Just for laughs I placed 3 orders, one from a company in PA, one from a company in Utah, and one from a company in AZ. I did this at 8pm on a Friday night. I received my order from the AZ company on the following Tuesday, my order from the Utah company on Wednesday and my order from the PA company on Friday. The 2 farthest companies from me came the quickest, but the delivery time was acceptable for all involved as far as I am concerned. Nothing happens fast in this world but I will note that one package arrived before another was even shipped, that isn't the best way to do things in my book and they need to work on that part.


----------



## RussFairfield (Feb 9, 2010)

My problem with PSI has never been the shipping time. I must be in Zone-8 for them because their S & H cost has always been too high for me. Adding in the postage, I can usually buy what I need at Woodcraft for the same price or less.


----------



## Glenn McCullough (Feb 9, 2010)

I just placed an order Thursday and got it yesterday, so maybe somethings back ordered. I have had slow delivery in the past, but not as of late. 
My grudge is paying for them shipping a catalog with each order when I get one in the mail. They should ship thru USPS and save us money. They have good pricing overall, but not much difference after paying way too much to have it sent.


----------



## wolftat (Feb 9, 2010)

I have never gotten a catalog with an order from them.


----------



## socdad (Feb 9, 2010)

Free market at its best … if you do not approve of companies practices, shipping or whatever, do not use there service. Most effective if you inform the business in question why there service is no longer used. Just my 2 cents worth …


----------



## bobleibo (Feb 9, 2010)

I think the folks at PSI would be wise to invest in a consultant with a transportation logistics, labor management and an industrial engineering background (HINT!) because everything I read about their concerns deals with the timeframe between when the order is placed and when it is shipped. Pricing and quality have always been fine. 
I am happy with the items I have purchased from PSI and simply compensate for the "grey area" in timing. If I am in a real big hurry for something, I call them direct and ask if they can get it out ASAP and they have usually been very accomodating. 
Cheers
Bob


----------



## SDB777 (Feb 9, 2010)

My last order from them took a little over 9 days to get, after my card was relieved of some funds.  Got me for $15.90 in shipping too(supposed to have two boxes according to their webpage.
Order arrived in one box!  Figure for $15.90, I could have got PriortyMail or a Flat Rate box....and it would have been at my door in two days!

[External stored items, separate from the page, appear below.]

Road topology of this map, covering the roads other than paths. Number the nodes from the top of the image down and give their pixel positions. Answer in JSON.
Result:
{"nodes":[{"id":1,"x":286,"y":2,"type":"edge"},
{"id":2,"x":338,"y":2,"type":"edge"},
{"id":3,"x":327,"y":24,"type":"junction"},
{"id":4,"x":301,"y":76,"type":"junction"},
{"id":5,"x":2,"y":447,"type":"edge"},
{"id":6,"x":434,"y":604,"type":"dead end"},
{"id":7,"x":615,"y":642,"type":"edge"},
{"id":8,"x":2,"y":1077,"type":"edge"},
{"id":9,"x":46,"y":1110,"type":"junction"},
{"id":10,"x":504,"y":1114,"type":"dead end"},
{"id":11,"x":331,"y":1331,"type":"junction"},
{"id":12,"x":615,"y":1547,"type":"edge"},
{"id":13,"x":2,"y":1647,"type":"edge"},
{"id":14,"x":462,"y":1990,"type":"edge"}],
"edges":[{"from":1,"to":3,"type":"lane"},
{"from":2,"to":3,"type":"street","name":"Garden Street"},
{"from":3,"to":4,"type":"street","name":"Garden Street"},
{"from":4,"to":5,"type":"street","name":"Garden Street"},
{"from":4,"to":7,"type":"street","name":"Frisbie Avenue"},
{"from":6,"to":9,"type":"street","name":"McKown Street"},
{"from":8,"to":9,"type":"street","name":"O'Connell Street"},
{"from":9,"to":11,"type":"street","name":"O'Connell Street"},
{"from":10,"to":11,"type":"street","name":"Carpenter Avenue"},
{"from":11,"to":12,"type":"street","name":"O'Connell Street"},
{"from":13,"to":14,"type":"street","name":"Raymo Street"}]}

I've done the feedback thing with them, and made sure to mention how unsatisfied I was with their shipping procedure.


I've since started ordering from woodturnz(same stuff), they ship faster and the same products are normally cheap too!

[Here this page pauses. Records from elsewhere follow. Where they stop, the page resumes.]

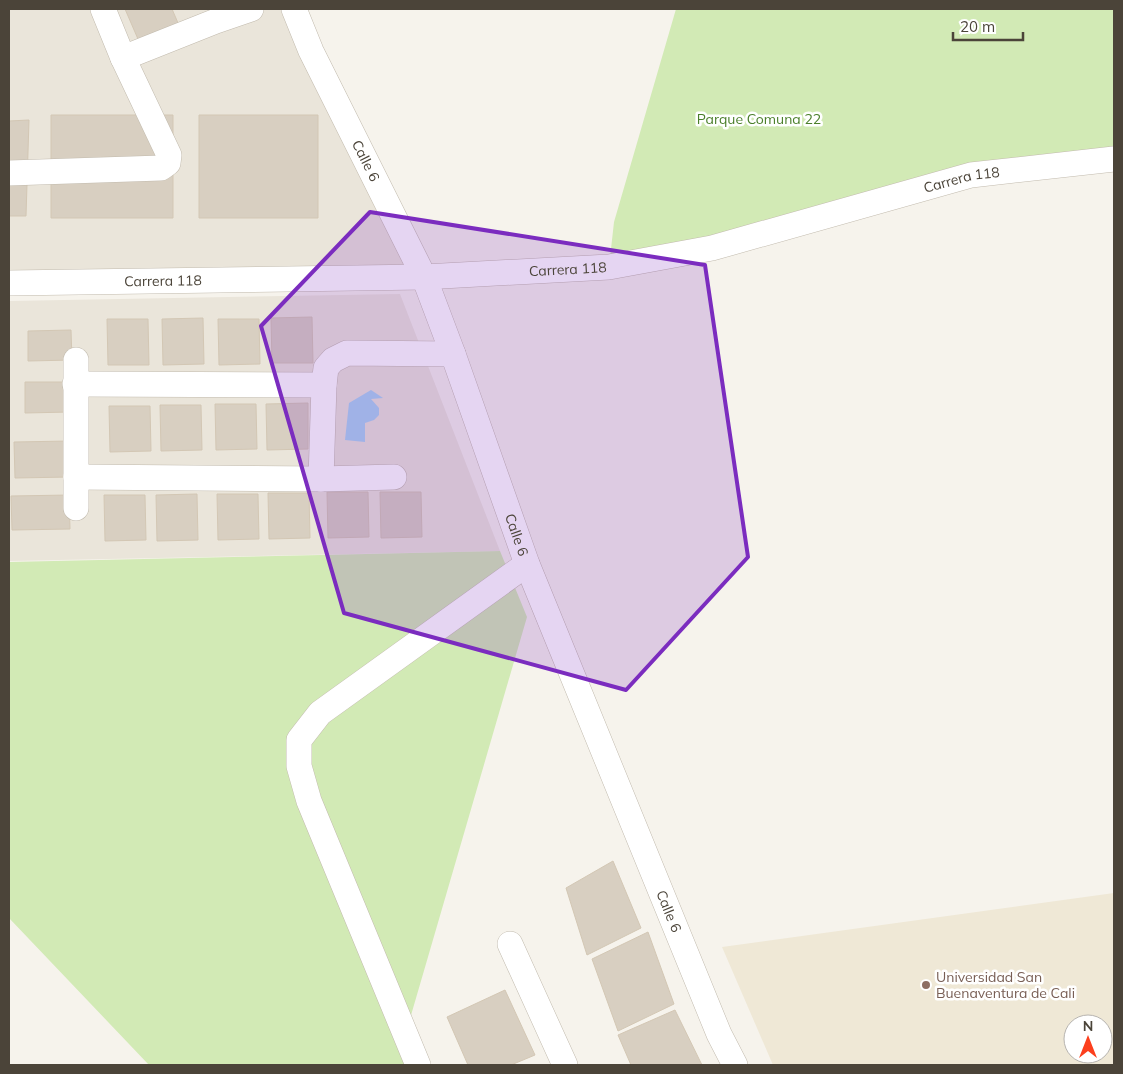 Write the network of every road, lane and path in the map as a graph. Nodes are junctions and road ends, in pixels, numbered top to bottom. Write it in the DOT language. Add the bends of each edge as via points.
graph roads {
  1 [pos="103,9"];
  2 [pos="251,9"];
  3 [pos="294,9"];
  4 [pos="213,15"];
  5 [pos="123,58"];
  6 [pos="1114,159"];
  7 [pos="9,173"];
  8 [pos="424,277"];
  9 [pos="9,283"];
  10 [pos="453,354"];
  11 [pos="324,385"];
  12 [pos="76,477"];
  13 [pos="394,477"];
  14 [pos="321,479"];
  15 [pos="76,508"];
  16 [pos="527,564"];
  17 [pos="510,944"];
  18 [pos="418,1065"];
  19 [pos="565,1065"];
  20 [pos="735,1065"];
  1 -- 5 [label="street"];
  2 -- 4 [label="street"];
  3 -- 8 [label="street, Calle 6" via="311,51"];
  4 -- 5 [label="street"];
  5 -- 7 [label="street" via="169,155 168,163 161,168"];
  6 -- 8 [label="street, Carrera 118" via="971,175 712,248 609,267"];
  8 -- 9 [label="street, Carrera 118"];
  8 -- 10 [label="street, Calle 6"];
  10 -- 11 [label="street" via="347,352 326,368"];
  10 -- 16 [label="street, Calle 6"];
  11 -- 12 [label="street" via="76,372"];
  11 -- 14 [label="street"];
  12 -- 14 [label="street"];
  12 -- 15 [label="street"];
  13 -- 14 [label="street"];
  16 -- 18 [label="street" via="320,713 299,740 299,766 309,801"];
  16 -- 20 [label="street, Calle 6"];
  17 -- 19 [label="street"];
}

Scott (hate some slow shipping) B


----------



## Dave_M (Feb 9, 2010)

Sorry Chuck, no flame'n today.  I'm in agreement with you.  To me the shipping times are neither good or bad.  They just are and I plan accordingly.  I prefer ordering from AS because Bill is quick and very consistent, but I order from several other vendors including PSI & CSUSA.     

PSI is my least preferred vendor when it comes to order processing, but I gotta say one thing about PSI...  I love getting their catalogs.  They always have something new and interesting.     




TellicoTurning said:


> I'm gong to get burned to the ground over this, but I really don't understand the fuss about order times.  If you order off the internet or from a catalog, you need to allow time for processing, packaging, shipping and transportation.  If something is needed so direly that you can't wait 4 or 5 days, then go to the local store that handles your items and pick it up.  There are a lot of catalogs that tell you that it can take up to 6 weeks to get your order... not many in the pen turning field, but others do have those stipulation.
> 
> I understand that Bill at Az Sil, Jimmy at Woodpen pro, and the other resellers are really quick... they are trying to build a business.... let them reach a size where they have 10 or 15 or more employees and the owners are not directly involved with the sales, I'm sure that delivery time will get longer as the companies get larger and the orders have to go through more and more hands.    I don't know this for sure, but I suspect that at PSI, you have someone who takes the order, enters it into their order process, it passes to billing who must make arrangements for payment, the it passes to the warehouse for pulling and packaging, then passes to a shipping clerk who makes arrangement for the postage/UPS/truck or whatever shipping method, then it's picked up by the carrier - again UPS, USPS, truck etc... who probably only calls on the company once per day, then it goes back to the carriers sort house to be routed, then shipped to a multiple sort stations along the way, depending on where the final address is... this is opposed to some like a small reseller who receives the order, confirms the payment, pulls the shipment, packs it and takes it to the post office/ups office, etc... probably all from the same desk... He does 5-10 orders per day where as the larger companies can do 100 or more...
> 
> ...


----------



## PenMan1 (Feb 9, 2010)

I agree that it is "all in the planning". So, I always try to order from A.S. first, CUSA second and then just buy the stuff that I can't get from the others from PSI.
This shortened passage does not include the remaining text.